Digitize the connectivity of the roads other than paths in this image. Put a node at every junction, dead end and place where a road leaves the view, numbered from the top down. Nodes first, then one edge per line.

* * *

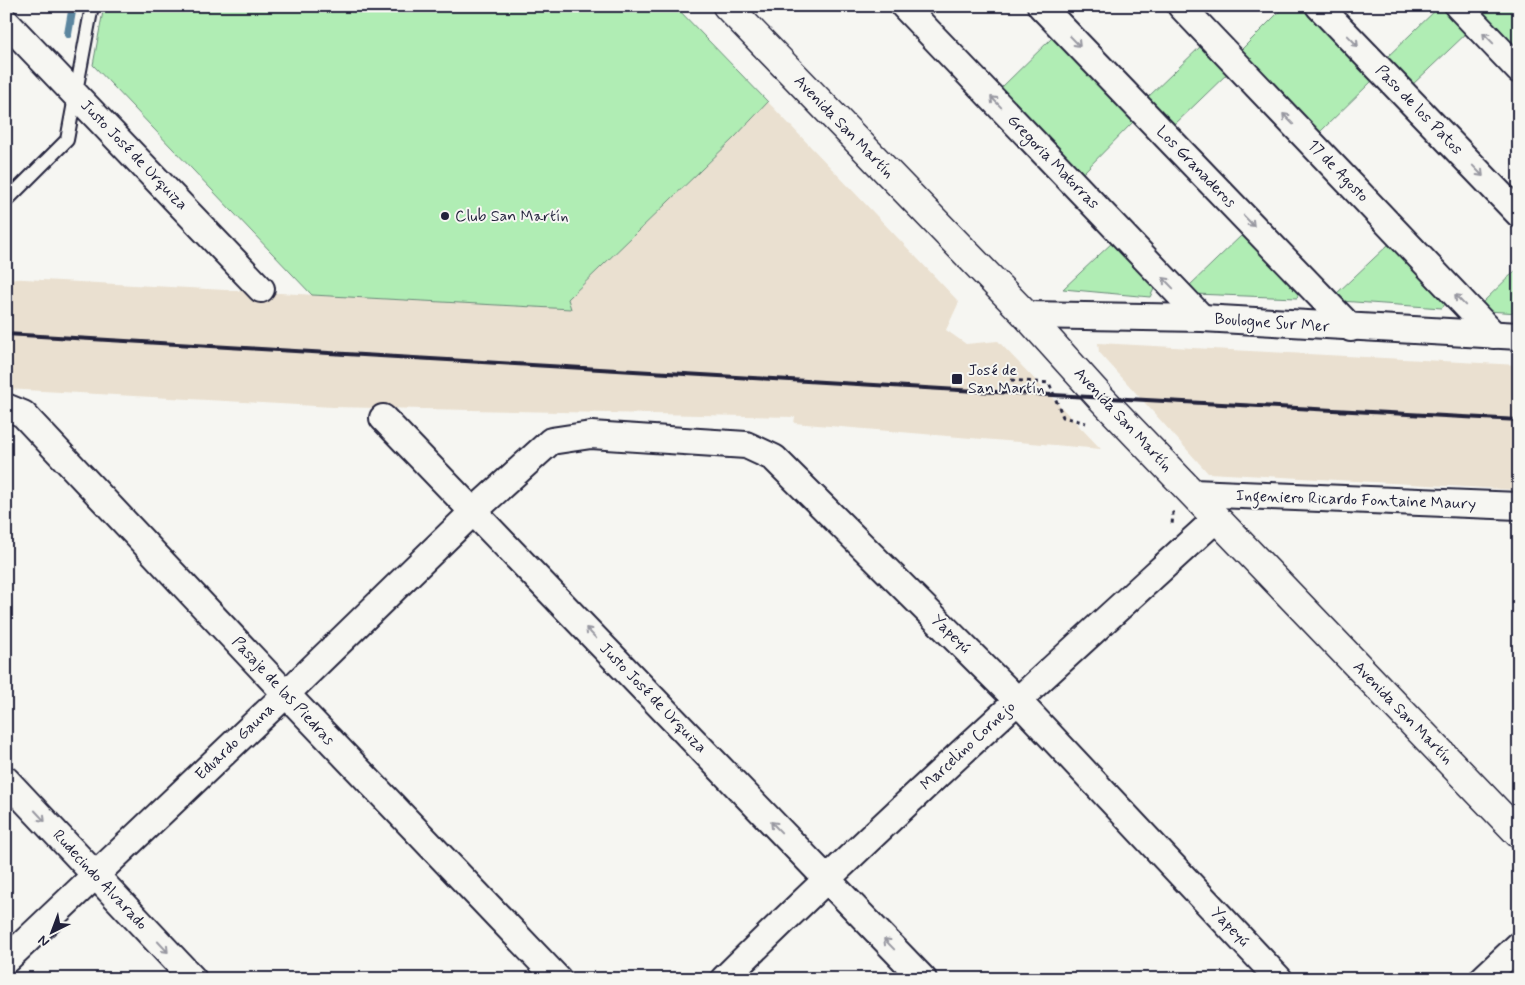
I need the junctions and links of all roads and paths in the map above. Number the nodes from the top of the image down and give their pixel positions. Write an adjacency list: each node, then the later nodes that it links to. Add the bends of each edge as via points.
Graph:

About this task | All lines above in which the word "edge" occurs should be identified and copied.

Answer to this task |
Digitize the connectivity of the roads other than paths in this image. Put a node at every junction, dead end and place where a road leaves the view, numbered from the top down. Nodes first, then one edge per line.
I need the junctions and links of all roads and paths in the map above. Number the nodes from the top of the image down and give their pixel positions. Write an adjacency list: each node, then the later nodes that it links to. Add the bends of each edge as via points.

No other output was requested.